Es ist allerdings nicht so, dass mit dem Renteneintritt der Babyboomer ein Belastungsanstieg einhergeht, wie ihn unsere Gesellschaft noch nie erlebt hat. Der bis 2040 zu erwartende An­stieg der demographischen Belastung ist nach der aktuellen Vorausberechnung keineswegs beispiellos. Im Gegenteil: In der Vergangenheit hat die Bundesrepublik Deutschland bereits mehrfach vergleichbare Phasen erlebt – teilweise hat sich die demographische Belastung in­nerhalb von zwei Jahrzehnten sogar noch stärker erhöht als das für die Zeit von 2020 bis 2040 zu erwarten ist. So ist der Altenquotient z.
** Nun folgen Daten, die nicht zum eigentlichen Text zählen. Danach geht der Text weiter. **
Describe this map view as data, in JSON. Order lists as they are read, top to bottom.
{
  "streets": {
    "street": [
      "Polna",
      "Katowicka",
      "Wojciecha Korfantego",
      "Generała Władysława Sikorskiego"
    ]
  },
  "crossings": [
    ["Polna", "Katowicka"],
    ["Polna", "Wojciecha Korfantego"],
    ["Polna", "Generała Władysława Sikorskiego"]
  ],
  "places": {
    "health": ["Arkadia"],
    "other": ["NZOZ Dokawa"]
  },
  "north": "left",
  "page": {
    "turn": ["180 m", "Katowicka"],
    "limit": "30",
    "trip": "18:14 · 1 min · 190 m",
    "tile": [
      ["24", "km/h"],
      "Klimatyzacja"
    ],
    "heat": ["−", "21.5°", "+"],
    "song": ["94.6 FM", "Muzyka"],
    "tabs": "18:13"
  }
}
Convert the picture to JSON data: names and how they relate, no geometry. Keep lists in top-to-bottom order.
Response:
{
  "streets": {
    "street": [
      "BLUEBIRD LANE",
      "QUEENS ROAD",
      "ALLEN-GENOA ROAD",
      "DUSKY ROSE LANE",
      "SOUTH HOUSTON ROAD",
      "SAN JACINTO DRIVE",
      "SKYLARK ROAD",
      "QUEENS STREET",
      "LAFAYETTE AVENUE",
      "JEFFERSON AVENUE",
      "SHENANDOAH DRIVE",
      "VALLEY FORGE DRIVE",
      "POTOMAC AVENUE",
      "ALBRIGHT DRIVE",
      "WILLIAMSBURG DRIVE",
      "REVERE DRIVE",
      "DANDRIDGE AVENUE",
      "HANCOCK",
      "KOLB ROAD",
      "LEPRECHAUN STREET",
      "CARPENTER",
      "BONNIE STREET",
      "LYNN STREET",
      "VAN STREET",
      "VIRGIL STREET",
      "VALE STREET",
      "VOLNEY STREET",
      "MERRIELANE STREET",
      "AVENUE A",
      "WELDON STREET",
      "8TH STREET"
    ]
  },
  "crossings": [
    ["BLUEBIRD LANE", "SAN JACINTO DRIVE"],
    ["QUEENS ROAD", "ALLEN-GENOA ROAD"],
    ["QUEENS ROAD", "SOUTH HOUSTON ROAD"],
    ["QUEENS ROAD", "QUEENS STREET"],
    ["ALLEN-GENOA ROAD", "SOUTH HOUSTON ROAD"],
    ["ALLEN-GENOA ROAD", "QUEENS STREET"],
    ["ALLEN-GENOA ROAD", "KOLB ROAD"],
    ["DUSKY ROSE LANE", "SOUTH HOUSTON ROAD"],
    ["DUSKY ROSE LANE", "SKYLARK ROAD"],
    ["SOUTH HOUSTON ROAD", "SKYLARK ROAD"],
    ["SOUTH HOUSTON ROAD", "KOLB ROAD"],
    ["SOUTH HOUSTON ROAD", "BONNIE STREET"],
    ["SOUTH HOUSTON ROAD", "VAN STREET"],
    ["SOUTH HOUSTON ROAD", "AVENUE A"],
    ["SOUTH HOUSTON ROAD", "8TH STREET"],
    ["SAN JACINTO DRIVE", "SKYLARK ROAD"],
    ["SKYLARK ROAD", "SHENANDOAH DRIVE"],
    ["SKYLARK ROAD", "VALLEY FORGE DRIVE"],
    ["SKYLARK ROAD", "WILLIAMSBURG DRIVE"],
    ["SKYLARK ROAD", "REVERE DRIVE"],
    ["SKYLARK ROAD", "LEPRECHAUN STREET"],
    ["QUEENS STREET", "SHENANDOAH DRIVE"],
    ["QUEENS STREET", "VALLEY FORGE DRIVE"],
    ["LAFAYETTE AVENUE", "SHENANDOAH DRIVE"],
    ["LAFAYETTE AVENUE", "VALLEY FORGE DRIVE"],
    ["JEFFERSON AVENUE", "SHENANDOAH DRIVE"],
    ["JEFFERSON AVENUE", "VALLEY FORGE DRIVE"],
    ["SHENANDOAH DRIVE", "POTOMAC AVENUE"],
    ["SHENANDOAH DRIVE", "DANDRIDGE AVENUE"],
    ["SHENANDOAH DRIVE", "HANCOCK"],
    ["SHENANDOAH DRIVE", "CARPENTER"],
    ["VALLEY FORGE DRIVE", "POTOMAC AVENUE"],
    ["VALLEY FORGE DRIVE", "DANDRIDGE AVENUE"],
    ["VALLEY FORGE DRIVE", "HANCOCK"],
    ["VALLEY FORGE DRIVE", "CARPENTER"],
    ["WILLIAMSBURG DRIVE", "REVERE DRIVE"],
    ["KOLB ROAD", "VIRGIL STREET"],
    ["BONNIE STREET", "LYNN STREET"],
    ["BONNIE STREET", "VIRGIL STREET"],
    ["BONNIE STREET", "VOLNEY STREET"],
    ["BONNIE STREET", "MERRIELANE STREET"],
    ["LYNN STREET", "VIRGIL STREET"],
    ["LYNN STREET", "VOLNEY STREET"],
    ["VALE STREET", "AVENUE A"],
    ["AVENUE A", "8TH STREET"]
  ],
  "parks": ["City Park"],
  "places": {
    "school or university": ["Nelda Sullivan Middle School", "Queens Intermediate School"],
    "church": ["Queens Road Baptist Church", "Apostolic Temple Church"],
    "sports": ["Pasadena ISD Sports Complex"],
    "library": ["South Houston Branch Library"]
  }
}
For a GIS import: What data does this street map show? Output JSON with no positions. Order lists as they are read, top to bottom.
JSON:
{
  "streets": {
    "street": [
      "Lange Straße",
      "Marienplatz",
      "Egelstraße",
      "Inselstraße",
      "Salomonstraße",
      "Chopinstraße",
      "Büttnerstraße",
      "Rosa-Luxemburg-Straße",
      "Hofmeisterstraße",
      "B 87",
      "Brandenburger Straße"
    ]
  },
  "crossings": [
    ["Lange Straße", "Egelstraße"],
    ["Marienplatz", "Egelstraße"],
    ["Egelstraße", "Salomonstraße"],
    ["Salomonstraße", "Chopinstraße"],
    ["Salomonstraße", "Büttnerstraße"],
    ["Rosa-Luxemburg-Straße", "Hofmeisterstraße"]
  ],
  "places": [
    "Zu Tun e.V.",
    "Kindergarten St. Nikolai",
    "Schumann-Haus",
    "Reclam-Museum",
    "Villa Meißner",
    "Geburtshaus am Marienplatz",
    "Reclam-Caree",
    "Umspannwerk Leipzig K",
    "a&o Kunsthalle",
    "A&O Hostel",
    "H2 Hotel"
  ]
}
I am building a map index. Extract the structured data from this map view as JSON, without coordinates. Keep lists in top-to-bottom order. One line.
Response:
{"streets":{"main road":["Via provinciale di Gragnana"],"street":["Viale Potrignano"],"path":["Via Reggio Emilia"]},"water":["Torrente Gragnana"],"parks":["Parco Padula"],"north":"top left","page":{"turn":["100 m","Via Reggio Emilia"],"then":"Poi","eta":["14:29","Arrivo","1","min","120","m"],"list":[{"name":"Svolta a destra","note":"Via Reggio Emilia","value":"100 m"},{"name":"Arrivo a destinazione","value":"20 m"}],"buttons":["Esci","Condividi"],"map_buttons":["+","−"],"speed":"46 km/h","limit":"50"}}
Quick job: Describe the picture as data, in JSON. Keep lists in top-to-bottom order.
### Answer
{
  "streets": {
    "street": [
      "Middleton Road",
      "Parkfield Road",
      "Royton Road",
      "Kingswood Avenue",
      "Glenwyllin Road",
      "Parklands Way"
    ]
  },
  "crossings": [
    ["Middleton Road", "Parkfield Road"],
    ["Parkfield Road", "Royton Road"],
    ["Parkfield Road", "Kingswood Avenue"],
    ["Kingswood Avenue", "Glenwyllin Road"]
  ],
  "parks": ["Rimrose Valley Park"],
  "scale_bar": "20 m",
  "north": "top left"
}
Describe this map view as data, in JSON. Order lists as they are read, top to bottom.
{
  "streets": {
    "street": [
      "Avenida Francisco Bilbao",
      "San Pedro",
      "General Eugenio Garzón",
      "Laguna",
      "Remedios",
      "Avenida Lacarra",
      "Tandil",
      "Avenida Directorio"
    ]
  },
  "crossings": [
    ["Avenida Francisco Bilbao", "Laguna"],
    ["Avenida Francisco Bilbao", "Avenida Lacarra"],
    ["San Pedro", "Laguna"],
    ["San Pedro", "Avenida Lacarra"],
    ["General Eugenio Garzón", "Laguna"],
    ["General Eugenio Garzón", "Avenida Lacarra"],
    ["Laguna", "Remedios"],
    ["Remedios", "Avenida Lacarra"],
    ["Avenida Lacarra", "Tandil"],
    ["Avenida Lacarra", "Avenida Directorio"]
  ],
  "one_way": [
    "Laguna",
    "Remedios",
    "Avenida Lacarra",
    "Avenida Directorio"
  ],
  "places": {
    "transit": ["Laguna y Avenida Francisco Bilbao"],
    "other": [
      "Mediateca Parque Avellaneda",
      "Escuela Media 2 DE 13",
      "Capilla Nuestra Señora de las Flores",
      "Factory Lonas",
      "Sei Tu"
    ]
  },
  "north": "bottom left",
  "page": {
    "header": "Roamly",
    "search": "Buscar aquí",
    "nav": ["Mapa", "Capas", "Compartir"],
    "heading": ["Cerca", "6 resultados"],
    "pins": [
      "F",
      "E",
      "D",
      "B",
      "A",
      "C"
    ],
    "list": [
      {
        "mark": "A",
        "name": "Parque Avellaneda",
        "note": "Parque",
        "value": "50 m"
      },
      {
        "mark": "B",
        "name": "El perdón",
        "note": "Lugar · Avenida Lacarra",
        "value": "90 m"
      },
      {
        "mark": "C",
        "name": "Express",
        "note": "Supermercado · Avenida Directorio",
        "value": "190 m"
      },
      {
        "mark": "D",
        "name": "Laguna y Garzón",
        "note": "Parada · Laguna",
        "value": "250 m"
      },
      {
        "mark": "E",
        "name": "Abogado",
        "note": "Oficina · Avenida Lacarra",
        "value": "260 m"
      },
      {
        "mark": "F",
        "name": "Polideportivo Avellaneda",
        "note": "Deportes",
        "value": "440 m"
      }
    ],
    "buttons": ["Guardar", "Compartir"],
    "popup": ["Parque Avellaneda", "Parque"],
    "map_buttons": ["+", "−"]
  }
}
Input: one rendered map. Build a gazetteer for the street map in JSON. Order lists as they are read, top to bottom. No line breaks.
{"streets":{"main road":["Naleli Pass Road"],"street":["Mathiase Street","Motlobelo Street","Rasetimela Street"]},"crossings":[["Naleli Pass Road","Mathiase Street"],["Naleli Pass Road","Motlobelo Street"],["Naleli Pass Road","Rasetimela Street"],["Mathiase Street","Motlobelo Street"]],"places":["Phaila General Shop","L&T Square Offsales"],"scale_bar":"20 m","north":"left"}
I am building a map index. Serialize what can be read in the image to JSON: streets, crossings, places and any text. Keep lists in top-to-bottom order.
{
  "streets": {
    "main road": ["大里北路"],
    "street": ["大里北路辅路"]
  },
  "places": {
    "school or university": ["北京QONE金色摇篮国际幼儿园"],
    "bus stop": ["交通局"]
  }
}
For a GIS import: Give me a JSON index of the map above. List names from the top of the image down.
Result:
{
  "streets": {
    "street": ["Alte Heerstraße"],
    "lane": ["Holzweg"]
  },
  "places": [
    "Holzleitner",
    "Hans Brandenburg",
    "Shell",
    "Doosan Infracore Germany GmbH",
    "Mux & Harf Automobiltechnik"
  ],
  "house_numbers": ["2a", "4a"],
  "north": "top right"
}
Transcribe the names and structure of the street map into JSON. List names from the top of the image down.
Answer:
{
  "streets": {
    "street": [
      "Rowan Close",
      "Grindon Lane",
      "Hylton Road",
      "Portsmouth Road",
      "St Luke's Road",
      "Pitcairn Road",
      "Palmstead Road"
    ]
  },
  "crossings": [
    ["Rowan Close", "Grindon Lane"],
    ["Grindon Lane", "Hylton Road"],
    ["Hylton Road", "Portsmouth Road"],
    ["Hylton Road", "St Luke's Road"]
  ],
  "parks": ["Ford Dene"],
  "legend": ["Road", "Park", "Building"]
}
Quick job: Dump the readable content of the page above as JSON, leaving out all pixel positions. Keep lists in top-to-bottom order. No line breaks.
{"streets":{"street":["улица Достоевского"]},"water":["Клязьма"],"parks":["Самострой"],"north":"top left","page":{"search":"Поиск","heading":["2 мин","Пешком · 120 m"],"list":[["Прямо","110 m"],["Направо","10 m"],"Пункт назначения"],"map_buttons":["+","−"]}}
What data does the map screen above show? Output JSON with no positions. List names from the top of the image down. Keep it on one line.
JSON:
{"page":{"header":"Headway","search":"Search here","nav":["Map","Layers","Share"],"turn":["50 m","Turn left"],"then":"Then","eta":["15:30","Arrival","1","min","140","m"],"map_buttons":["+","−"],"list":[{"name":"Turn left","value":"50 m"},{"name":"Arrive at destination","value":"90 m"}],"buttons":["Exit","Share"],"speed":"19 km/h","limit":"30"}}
B. in der Zeit zwischen 1990 und 2010 von 22,9 auf 33,8 gestiegen – also um 9,9 oder mehr als 40 %! Und auch in den 20-Jahres-Zeiträumen zwischen 1995 und 2015 oder 1960 und 1980 war der Anstieg ähnlich hoch oder sogar höher als das, was nach der aktuellen Bevölkerungsvorausberechnung für die Zeit von 2020 bis 2040 zu erwarten ist.

Diese Phasen eines deutlichen An­stiegs des Altenquotienten sind tendenziell bereits im Kur­venverlauf der Abb.1 und 2 zu erkennen. Abb. 3 weist nun die kon­kreten Zuwachs­werte jeweils bezogen auf den Zeitraum von zwei Jahrzehnten aus. Deutlich wird: der Belas­tungsanstieg zwischen 2020 und 2040 ist keineswegs beispiellos oder „besonders stark“; der Anstieg der demographischen Belastung ist in dieser Zeit sogar etwas geringer als das in gleich langen Zeiträumen in der Vergangenheit der Fall war.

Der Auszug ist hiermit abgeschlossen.